Stored items:
========

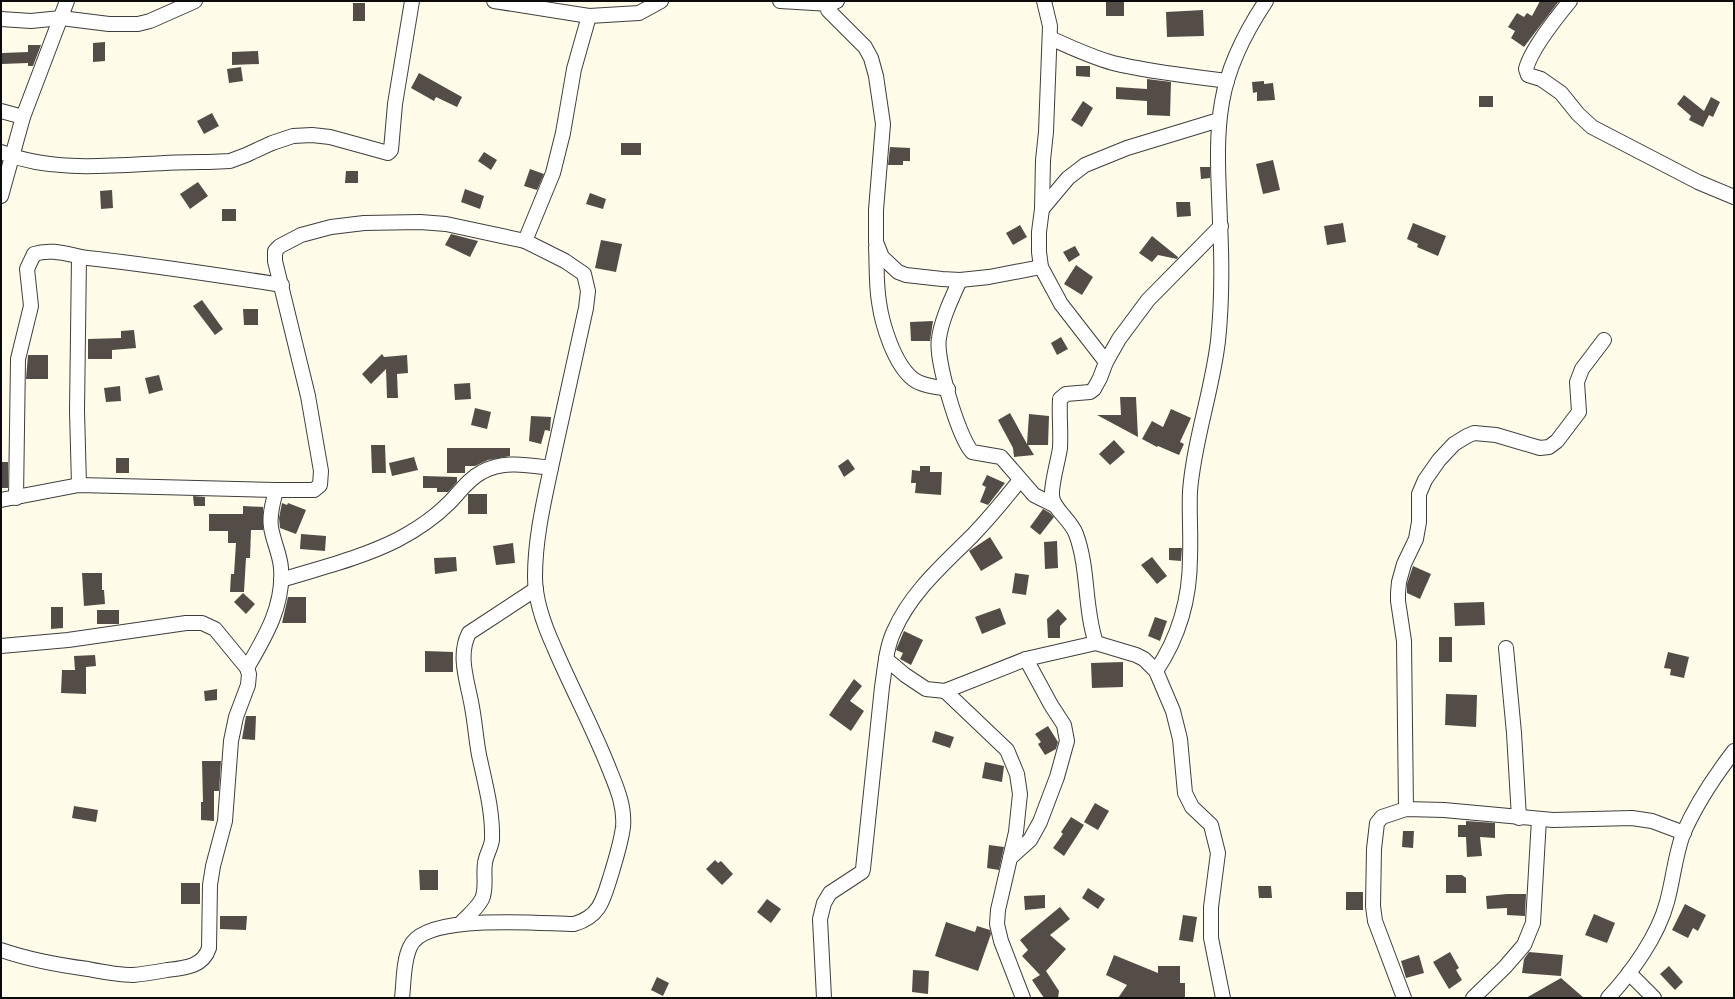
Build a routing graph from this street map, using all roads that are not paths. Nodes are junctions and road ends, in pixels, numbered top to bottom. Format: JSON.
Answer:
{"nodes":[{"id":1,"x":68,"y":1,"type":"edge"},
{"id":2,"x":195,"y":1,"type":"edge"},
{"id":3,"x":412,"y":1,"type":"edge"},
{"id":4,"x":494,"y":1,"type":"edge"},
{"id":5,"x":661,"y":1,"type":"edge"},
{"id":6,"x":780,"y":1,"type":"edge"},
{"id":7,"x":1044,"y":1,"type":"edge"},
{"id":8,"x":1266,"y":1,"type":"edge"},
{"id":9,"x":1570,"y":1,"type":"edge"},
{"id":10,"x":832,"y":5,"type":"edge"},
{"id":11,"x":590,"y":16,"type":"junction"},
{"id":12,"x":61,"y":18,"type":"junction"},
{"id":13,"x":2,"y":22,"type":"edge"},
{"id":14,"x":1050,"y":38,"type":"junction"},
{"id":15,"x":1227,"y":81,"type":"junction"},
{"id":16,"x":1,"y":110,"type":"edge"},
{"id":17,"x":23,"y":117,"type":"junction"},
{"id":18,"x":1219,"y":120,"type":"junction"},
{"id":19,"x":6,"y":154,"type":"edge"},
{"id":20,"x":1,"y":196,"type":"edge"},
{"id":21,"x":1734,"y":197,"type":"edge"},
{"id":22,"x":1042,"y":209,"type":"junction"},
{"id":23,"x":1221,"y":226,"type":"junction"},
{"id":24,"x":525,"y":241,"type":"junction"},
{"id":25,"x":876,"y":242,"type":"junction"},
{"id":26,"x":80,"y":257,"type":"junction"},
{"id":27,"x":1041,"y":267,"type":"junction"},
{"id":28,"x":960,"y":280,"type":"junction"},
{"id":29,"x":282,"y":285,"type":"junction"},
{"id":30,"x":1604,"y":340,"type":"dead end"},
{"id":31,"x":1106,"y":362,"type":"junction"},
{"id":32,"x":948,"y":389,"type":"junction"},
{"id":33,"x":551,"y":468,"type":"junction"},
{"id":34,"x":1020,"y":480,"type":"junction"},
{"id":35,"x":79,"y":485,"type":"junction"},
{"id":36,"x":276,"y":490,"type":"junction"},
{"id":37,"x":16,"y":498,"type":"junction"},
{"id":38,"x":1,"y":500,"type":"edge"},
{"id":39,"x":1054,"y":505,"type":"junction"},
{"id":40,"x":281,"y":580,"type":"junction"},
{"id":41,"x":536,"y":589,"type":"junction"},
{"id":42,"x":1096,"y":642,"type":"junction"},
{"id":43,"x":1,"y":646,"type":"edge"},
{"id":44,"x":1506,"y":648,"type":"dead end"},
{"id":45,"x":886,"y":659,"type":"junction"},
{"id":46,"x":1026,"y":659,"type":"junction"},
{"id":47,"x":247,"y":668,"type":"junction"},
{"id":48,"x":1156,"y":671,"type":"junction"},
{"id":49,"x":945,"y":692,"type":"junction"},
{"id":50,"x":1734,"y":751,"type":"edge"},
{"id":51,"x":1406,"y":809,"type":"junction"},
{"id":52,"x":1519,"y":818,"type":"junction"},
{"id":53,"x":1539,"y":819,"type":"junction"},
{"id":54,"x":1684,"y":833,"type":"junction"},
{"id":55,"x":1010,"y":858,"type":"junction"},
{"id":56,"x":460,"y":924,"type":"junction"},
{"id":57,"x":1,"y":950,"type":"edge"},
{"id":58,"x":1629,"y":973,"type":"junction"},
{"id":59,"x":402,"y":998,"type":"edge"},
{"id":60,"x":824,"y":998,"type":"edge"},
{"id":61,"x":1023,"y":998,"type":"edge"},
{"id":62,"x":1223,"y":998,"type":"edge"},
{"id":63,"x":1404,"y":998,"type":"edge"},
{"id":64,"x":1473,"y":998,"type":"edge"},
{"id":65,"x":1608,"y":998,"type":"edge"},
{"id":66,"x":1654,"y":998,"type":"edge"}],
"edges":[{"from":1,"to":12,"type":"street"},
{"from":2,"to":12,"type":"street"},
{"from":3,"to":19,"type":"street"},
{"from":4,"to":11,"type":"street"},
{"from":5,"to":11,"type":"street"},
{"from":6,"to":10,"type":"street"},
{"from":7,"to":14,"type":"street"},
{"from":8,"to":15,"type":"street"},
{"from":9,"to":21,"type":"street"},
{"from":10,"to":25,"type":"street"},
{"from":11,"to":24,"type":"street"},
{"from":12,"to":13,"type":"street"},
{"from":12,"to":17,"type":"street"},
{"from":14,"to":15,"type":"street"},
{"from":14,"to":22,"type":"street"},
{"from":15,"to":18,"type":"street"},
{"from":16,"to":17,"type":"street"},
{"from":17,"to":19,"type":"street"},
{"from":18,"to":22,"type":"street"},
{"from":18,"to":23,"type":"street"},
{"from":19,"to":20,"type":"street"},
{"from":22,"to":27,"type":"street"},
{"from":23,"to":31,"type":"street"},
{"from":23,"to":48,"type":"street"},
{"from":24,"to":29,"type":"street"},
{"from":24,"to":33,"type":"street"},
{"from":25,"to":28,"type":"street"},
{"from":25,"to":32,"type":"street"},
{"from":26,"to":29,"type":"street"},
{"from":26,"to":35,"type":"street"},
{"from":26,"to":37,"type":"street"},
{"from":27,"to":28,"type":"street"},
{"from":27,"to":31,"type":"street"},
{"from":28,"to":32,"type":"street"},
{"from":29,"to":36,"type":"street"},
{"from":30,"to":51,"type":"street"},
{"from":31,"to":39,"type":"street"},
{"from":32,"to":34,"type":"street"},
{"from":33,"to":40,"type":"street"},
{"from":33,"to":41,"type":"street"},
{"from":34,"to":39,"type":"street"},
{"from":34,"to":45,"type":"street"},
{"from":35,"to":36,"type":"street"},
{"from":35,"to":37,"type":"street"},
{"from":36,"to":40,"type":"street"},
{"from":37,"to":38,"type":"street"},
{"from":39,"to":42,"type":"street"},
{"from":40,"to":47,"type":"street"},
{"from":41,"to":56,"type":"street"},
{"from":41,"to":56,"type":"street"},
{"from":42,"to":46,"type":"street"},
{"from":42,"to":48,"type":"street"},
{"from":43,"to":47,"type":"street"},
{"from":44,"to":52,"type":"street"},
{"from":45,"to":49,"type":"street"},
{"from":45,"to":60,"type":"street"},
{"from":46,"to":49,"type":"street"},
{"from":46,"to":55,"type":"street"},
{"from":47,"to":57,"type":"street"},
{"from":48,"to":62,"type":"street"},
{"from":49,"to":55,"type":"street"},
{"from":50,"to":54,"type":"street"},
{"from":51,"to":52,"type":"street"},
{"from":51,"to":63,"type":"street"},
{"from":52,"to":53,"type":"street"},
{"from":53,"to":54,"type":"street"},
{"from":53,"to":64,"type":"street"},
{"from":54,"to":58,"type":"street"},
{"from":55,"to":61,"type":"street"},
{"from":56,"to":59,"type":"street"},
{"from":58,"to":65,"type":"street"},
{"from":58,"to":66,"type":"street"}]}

========

## PROBLEM TO SOLVE
All pictures are to be dropped, and the records above returned exactly.

## ANSWER TO THIS EXERCISE
Build a routing graph from this street map, using all roads that are not paths. Nodes are junctions and road ends, in pixels, numbered top to bottom. Format: JSON.
Answer:
{"nodes":[{"id":1,"x":68,"y":1,"type":"edge"},
{"id":2,"x":195,"y":1,"type":"edge"},
{"id":3,"x":412,"y":1,"type":"edge"},
{"id":4,"x":494,"y":1,"type":"edge"},
{"id":5,"x":661,"y":1,"type":"edge"},
{"id":6,"x":780,"y":1,"type":"edge"},
{"id":7,"x":1044,"y":1,"type":"edge"},
{"id":8,"x":1266,"y":1,"type":"edge"},
{"id":9,"x":1570,"y":1,"type":"edge"},
{"id":10,"x":832,"y":5,"type":"edge"},
{"id":11,"x":590,"y":16,"type":"junction"},
{"id":12,"x":61,"y":18,"type":"junction"},
{"id":13,"x":2,"y":22,"type":"edge"},
{"id":14,"x":1050,"y":38,"type":"junction"},
{"id":15,"x":1227,"y":81,"type":"junction"},
{"id":16,"x":1,"y":110,"type":"edge"},
{"id":17,"x":23,"y":117,"type":"junction"},
{"id":18,"x":1219,"y":120,"type":"junction"},
{"id":19,"x":6,"y":154,"type":"edge"},
{"id":20,"x":1,"y":196,"type":"edge"},
{"id":21,"x":1734,"y":197,"type":"edge"},
{"id":22,"x":1042,"y":209,"type":"junction"},
{"id":23,"x":1221,"y":226,"type":"junction"},
{"id":24,"x":525,"y":241,"type":"junction"},
{"id":25,"x":876,"y":242,"type":"junction"},
{"id":26,"x":80,"y":257,"type":"junction"},
{"id":27,"x":1041,"y":267,"type":"junction"},
{"id":28,"x":960,"y":280,"type":"junction"},
{"id":29,"x":282,"y":285,"type":"junction"},
{"id":30,"x":1604,"y":340,"type":"dead end"},
{"id":31,"x":1106,"y":362,"type":"junction"},
{"id":32,"x":948,"y":389,"type":"junction"},
{"id":33,"x":551,"y":468,"type":"junction"},
{"id":34,"x":1020,"y":480,"type":"junction"},
{"id":35,"x":79,"y":485,"type":"junction"},
{"id":36,"x":276,"y":490,"type":"junction"},
{"id":37,"x":16,"y":498,"type":"junction"},
{"id":38,"x":1,"y":500,"type":"edge"},
{"id":39,"x":1054,"y":505,"type":"junction"},
{"id":40,"x":281,"y":580,"type":"junction"},
{"id":41,"x":536,"y":589,"type":"junction"},
{"id":42,"x":1096,"y":642,"type":"junction"},
{"id":43,"x":1,"y":646,"type":"edge"},
{"id":44,"x":1506,"y":648,"type":"dead end"},
{"id":45,"x":886,"y":659,"type":"junction"},
{"id":46,"x":1026,"y":659,"type":"junction"},
{"id":47,"x":247,"y":668,"type":"junction"},
{"id":48,"x":1156,"y":671,"type":"junction"},
{"id":49,"x":945,"y":692,"type":"junction"},
{"id":50,"x":1734,"y":751,"type":"edge"},
{"id":51,"x":1406,"y":809,"type":"junction"},
{"id":52,"x":1519,"y":818,"type":"junction"},
{"id":53,"x":1539,"y":819,"type":"junction"},
{"id":54,"x":1684,"y":833,"type":"junction"},
{"id":55,"x":1010,"y":858,"type":"junction"},
{"id":56,"x":460,"y":924,"type":"junction"},
{"id":57,"x":1,"y":950,"type":"edge"},
{"id":58,"x":1629,"y":973,"type":"junction"},
{"id":59,"x":402,"y":998,"type":"edge"},
{"id":60,"x":824,"y":998,"type":"edge"},
{"id":61,"x":1023,"y":998,"type":"edge"},
{"id":62,"x":1223,"y":998,"type":"edge"},
{"id":63,"x":1404,"y":998,"type":"edge"},
{"id":64,"x":1473,"y":998,"type":"edge"},
{"id":65,"x":1608,"y":998,"type":"edge"},
{"id":66,"x":1654,"y":998,"type":"edge"}],
"edges":[{"from":1,"to":12,"type":"street"},
{"from":2,"to":12,"type":"street"},
{"from":3,"to":19,"type":"street"},
{"from":4,"to":11,"type":"street"},
{"from":5,"to":11,"type":"street"},
{"from":6,"to":10,"type":"street"},
{"from":7,"to":14,"type":"street"},
{"from":8,"to":15,"type":"street"},
{"from":9,"to":21,"type":"street"},
{"from":10,"to":25,"type":"street"},
{"from":11,"to":24,"type":"street"},
{"from":12,"to":13,"type":"street"},
{"from":12,"to":17,"type":"street"},
{"from":14,"to":15,"type":"street"},
{"from":14,"to":22,"type":"street"},
{"from":15,"to":18,"type":"street"},
{"from":16,"to":17,"type":"street"},
{"from":17,"to":19,"type":"street"},
{"from":18,"to":22,"type":"street"},
{"from":18,"to":23,"type":"street"},
{"from":19,"to":20,"type":"street"},
{"from":22,"to":27,"type":"street"},
{"from":23,"to":31,"type":"street"},
{"from":23,"to":48,"type":"street"},
{"from":24,"to":29,"type":"street"},
{"from":24,"to":33,"type":"street"},
{"from":25,"to":28,"type":"street"},
{"from":25,"to":32,"type":"street"},
{"from":26,"to":29,"type":"street"},
{"from":26,"to":35,"type":"street"},
{"from":26,"to":37,"type":"street"},
{"from":27,"to":28,"type":"street"},
{"from":27,"to":31,"type":"street"},
{"from":28,"to":32,"type":"street"},
{"from":29,"to":36,"type":"street"},
{"from":30,"to":51,"type":"street"},
{"from":31,"to":39,"type":"street"},
{"from":32,"to":34,"type":"street"},
{"from":33,"to":40,"type":"street"},
{"from":33,"to":41,"type":"street"},
{"from":34,"to":39,"type":"street"},
{"from":34,"to":45,"type":"street"},
{"from":35,"to":36,"type":"street"},
{"from":35,"to":37,"type":"street"},
{"from":36,"to":40,"type":"street"},
{"from":37,"to":38,"type":"street"},
{"from":39,"to":42,"type":"street"},
{"from":40,"to":47,"type":"street"},
{"from":41,"to":56,"type":"street"},
{"from":41,"to":56,"type":"street"},
{"from":42,"to":46,"type":"street"},
{"from":42,"to":48,"type":"street"},
{"from":43,"to":47,"type":"street"},
{"from":44,"to":52,"type":"street"},
{"from":45,"to":49,"type":"street"},
{"from":45,"to":60,"type":"street"},
{"from":46,"to":49,"type":"street"},
{"from":46,"to":55,"type":"street"},
{"from":47,"to":57,"type":"street"},
{"from":48,"to":62,"type":"street"},
{"from":49,"to":55,"type":"street"},
{"from":50,"to":54,"type":"street"},
{"from":51,"to":52,"type":"street"},
{"from":51,"to":63,"type":"street"},
{"from":52,"to":53,"type":"street"},
{"from":53,"to":54,"type":"street"},
{"from":53,"to":64,"type":"street"},
{"from":54,"to":58,"type":"street"},
{"from":55,"to":61,"type":"street"},
{"from":56,"to":59,"type":"street"},
{"from":58,"to":65,"type":"street"},
{"from":58,"to":66,"type":"street"}]}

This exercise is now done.